Time, I can remember a time when I refused to wear a watch, when I thought I had all the time in the world. That was in the spring of my youth. Now I am in the winter of my life and the way I think about time is different.
In the daily pounding of my grief, everyone keeps telling me time will make it better, time will heal. There was a time I believed that but not anymore. I think the business of daily living helps you to focus on something other than your grief, but the pain of a heart ripped opened is just as intense today as it was four months ago. I think that pain will be just as intense if I am alive four years from now.
My dad's parents lived a life that payed very little attention to time as we know it. They went to bed when the sun went down, got up when it's first rays brightened their world.

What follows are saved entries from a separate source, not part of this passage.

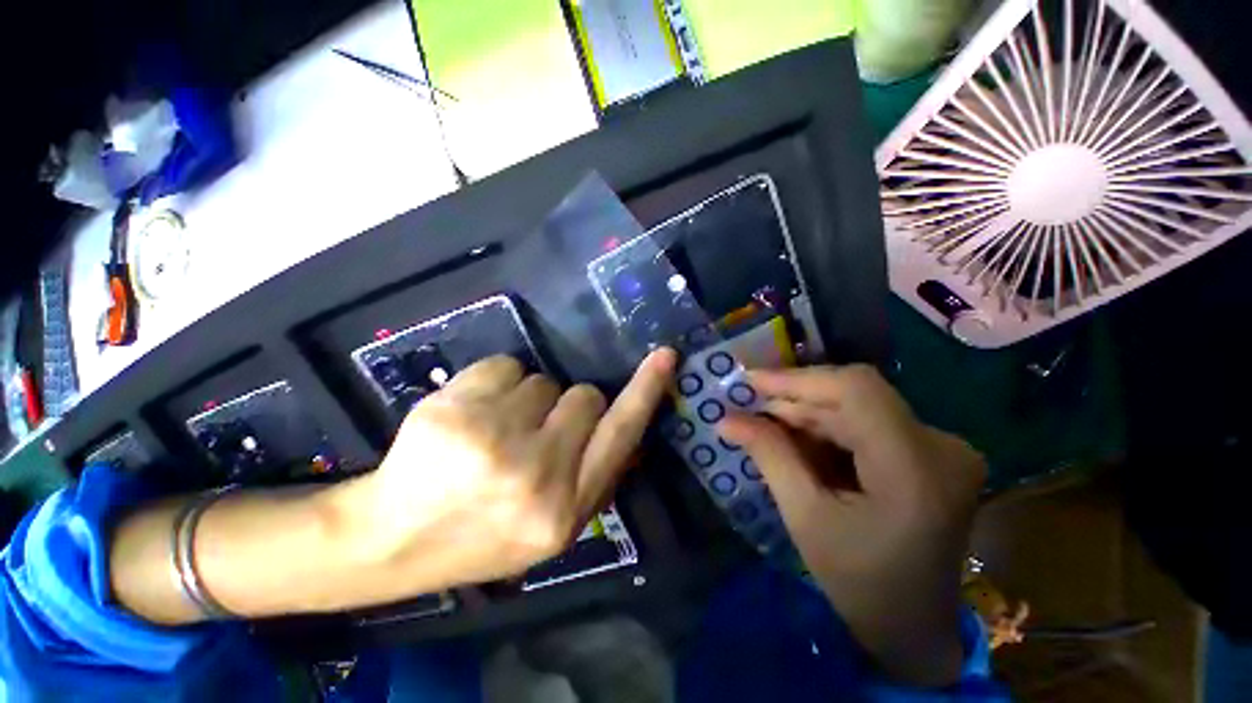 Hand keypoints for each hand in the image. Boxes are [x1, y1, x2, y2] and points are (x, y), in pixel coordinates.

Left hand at [328, 349, 675, 604]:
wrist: (389, 541)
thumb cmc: (479, 535)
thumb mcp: (549, 528)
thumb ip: (592, 476)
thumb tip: (617, 421)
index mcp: (566, 509)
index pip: (621, 434)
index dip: (646, 392)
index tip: (665, 357)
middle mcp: (538, 474)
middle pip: (584, 396)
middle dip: (566, 407)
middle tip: (533, 434)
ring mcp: (493, 440)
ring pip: (543, 381)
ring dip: (527, 400)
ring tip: (493, 433)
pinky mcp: (455, 410)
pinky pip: (504, 366)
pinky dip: (493, 383)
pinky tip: (468, 417)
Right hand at [719, 365, 984, 687]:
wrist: (916, 628)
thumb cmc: (861, 584)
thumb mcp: (806, 518)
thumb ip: (769, 456)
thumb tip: (726, 418)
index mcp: (916, 470)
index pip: (857, 390)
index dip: (798, 379)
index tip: (750, 382)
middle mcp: (941, 447)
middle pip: (855, 396)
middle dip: (795, 399)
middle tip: (749, 408)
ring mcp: (941, 448)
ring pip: (858, 407)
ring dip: (808, 413)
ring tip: (766, 426)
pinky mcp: (930, 453)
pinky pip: (868, 423)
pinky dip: (827, 427)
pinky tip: (799, 442)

They worked and sweated seven days a week. Sundays gave them some respite but not always. They were two of the happiest kindest people I have ever known.

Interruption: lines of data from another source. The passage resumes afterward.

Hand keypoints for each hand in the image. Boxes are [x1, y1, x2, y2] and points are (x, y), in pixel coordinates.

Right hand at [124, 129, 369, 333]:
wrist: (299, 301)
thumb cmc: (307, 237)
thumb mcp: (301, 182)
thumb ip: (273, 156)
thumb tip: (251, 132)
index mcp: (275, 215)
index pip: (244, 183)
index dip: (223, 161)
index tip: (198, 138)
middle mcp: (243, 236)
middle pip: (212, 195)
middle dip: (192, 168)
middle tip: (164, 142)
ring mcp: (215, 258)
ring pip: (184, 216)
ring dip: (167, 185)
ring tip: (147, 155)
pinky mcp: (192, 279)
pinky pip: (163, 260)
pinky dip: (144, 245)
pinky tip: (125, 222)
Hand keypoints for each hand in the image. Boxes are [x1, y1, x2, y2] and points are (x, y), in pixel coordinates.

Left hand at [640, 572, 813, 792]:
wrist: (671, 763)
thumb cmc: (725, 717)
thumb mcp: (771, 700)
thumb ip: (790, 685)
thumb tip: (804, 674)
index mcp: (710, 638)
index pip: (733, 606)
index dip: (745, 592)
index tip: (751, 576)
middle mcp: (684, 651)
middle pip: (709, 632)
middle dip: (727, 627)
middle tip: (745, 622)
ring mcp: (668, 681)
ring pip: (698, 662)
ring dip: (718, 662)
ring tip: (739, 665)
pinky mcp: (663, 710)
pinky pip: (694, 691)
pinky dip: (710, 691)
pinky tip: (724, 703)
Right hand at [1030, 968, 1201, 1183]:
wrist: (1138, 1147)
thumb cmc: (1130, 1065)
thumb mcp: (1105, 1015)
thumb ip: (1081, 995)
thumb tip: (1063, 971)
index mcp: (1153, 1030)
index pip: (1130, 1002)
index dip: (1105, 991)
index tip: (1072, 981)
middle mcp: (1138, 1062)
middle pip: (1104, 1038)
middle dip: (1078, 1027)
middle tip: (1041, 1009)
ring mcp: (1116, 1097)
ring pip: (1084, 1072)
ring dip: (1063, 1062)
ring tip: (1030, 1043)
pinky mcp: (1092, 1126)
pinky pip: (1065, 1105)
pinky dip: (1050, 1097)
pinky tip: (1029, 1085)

I wake up every morning and see the leaves of honey gold, burnt brown and sunset red swirling by my windows. It doesn't really matter what day it is anymore, the dogs and the chickens don't care. They do understand that daylight is shorter, the temps are cooler and the one who feeds feeds them cries.

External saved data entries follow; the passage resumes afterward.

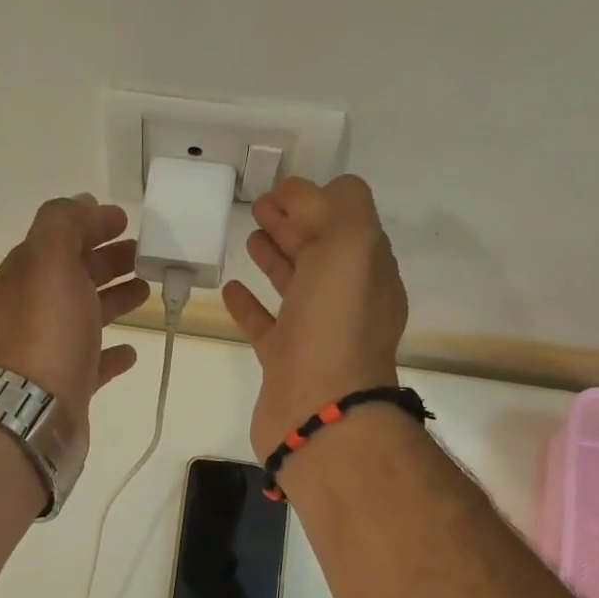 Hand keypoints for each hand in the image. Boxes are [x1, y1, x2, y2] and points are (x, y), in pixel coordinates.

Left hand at [0, 194, 150, 423]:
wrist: (33, 412)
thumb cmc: (45, 333)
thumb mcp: (49, 262)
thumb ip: (63, 225)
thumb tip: (82, 204)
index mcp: (24, 278)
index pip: (56, 240)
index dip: (88, 225)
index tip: (125, 221)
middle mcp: (31, 312)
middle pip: (72, 276)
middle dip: (106, 260)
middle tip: (143, 254)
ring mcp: (48, 350)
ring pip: (84, 316)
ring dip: (113, 299)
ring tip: (146, 291)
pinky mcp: (66, 386)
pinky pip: (92, 362)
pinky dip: (111, 351)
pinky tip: (131, 350)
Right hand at [222, 175, 407, 460]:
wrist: (318, 410)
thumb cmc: (335, 324)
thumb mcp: (351, 245)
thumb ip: (338, 207)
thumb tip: (309, 196)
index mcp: (368, 270)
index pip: (344, 222)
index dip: (314, 200)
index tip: (280, 187)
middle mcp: (346, 300)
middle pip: (319, 251)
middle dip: (293, 223)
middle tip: (259, 205)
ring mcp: (315, 333)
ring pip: (294, 285)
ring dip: (274, 257)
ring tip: (249, 237)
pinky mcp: (284, 362)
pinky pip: (266, 324)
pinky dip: (249, 304)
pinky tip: (230, 288)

I make lists in my day planner to remind me that life continues, bills to be paid, feed to be bought and calls to people I love. Rick bought me that planner twenty five years ago for my birthday and for the second part of the present sent me to a "What Matters Most" time management seminar. I always told him it was the best gift he ever bought me. In some ways it still is, but time and its "management" has changed definition.
Time for me now, the opportunity to let those in my life know how much they mean to me, to try to regain my creative energies and to let go of all that is no longer important.
Today I wish for the time that is left for any of us, that we spend it wisely. Once it is spent, you never get it back. So please don't wast it on hate and anger and bitterness.